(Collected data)
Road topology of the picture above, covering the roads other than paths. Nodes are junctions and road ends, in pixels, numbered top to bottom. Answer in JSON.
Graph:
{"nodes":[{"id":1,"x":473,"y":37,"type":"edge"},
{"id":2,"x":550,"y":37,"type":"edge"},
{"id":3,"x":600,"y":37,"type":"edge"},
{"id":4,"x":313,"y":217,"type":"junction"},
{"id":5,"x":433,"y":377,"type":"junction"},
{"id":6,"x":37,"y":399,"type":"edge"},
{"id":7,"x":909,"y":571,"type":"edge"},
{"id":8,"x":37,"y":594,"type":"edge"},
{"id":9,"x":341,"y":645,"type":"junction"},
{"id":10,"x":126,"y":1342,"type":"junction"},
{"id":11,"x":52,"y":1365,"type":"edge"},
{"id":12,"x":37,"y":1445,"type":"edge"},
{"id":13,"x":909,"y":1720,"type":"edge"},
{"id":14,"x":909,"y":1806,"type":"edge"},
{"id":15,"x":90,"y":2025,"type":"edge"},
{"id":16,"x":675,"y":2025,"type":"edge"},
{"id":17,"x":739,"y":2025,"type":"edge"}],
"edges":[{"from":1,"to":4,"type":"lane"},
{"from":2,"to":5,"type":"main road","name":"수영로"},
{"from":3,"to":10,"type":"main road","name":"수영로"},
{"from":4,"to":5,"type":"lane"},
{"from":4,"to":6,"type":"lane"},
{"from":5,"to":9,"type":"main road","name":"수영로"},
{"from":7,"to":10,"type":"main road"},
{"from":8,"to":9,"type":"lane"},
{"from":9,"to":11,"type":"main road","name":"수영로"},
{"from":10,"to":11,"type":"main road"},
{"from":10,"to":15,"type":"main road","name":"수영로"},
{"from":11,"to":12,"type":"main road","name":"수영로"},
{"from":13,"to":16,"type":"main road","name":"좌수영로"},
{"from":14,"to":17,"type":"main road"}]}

§ **Your goal**
From the data, work out how many lines include the word "lane"; the reply is that number and nothing else.

§ **Solution to this task**
4